Exercise prompt —
Each line of the material is to be written out exactly.

--------

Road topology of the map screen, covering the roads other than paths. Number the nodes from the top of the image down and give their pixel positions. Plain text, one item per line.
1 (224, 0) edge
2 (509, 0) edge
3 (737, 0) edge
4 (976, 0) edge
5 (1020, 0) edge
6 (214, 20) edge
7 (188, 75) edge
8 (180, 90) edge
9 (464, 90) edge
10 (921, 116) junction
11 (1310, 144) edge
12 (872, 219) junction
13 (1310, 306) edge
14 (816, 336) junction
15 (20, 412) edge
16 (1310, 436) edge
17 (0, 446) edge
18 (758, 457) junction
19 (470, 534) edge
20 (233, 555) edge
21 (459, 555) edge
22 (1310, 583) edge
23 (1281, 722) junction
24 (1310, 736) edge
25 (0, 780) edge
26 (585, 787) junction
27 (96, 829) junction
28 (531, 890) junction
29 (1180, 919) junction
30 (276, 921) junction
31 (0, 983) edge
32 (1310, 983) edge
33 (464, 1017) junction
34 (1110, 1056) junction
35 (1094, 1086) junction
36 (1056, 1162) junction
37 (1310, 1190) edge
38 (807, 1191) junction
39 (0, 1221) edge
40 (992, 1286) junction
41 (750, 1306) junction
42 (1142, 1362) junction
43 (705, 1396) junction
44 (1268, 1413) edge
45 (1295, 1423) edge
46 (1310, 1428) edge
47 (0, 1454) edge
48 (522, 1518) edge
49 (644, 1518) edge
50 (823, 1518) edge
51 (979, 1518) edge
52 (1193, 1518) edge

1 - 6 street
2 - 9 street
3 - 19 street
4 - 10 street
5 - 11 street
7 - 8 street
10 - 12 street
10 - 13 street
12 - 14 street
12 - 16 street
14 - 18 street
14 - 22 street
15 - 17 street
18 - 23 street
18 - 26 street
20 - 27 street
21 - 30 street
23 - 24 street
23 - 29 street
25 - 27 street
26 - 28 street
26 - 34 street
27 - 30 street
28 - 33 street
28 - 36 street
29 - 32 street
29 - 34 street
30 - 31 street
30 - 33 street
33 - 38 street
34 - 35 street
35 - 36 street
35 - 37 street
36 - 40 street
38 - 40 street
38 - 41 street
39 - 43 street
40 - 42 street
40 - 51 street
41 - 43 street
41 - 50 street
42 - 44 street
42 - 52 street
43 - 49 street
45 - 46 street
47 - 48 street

--------

Output below —
Road topology of the map screen, covering the roads other than paths. Number the nodes from the top of the image down and give their pixel positions. Plain text, one item per line.
1 (224, 0) edge
2 (509, 0) edge
3 (737, 0) edge
4 (976, 0) edge
5 (1020, 0) edge
6 (214, 20) edge
7 (188, 75) edge
8 (180, 90) edge
9 (464, 90) edge
10 (921, 116) junction
11 (1310, 144) edge
12 (872, 219) junction
13 (1310, 306) edge
14 (816, 336) junction
15 (20, 412) edge
16 (1310, 436) edge
17 (0, 446) edge
18 (758, 457) junction
19 (470, 534) edge
20 (233, 555) edge
21 (459, 555) edge
22 (1310, 583) edge
23 (1281, 722) junction
24 (1310, 736) edge
25 (0, 780) edge
26 (585, 787) junction
27 (96, 829) junction
28 (531, 890) junction
29 (1180, 919) junction
30 (276, 921) junction
31 (0, 983) edge
32 (1310, 983) edge
33 (464, 1017) junction
34 (1110, 1056) junction
35 (1094, 1086) junction
36 (1056, 1162) junction
37 (1310, 1190) edge
38 (807, 1191) junction
39 (0, 1221) edge
40 (992, 1286) junction
41 (750, 1306) junction
42 (1142, 1362) junction
43 (705, 1396) junction
44 (1268, 1413) edge
45 (1295, 1423) edge
46 (1310, 1428) edge
47 (0, 1454) edge
48 (522, 1518) edge
49 (644, 1518) edge
50 (823, 1518) edge
51 (979, 1518) edge
52 (1193, 1518) edge

1 - 6 street
2 - 9 street
3 - 19 street
4 - 10 street
5 - 11 street
7 - 8 street
10 - 12 street
10 - 13 street
12 - 14 street
12 - 16 street
14 - 18 street
14 - 22 street
15 - 17 street
18 - 23 street
18 - 26 street
20 - 27 street
21 - 30 street
23 - 24 street
23 - 29 street
25 - 27 street
26 - 28 street
26 - 34 street
27 - 30 street
28 - 33 street
28 - 36 street
29 - 32 street
29 - 34 street
30 - 31 street
30 - 33 street
33 - 38 street
34 - 35 street
35 - 36 street
35 - 37 street
36 - 40 street
38 - 40 street
38 - 41 street
39 - 43 street
40 - 42 street
40 - 51 street
41 - 43 street
41 - 50 street
42 - 44 street
42 - 52 street
43 - 49 street
45 - 46 street
47 - 48 street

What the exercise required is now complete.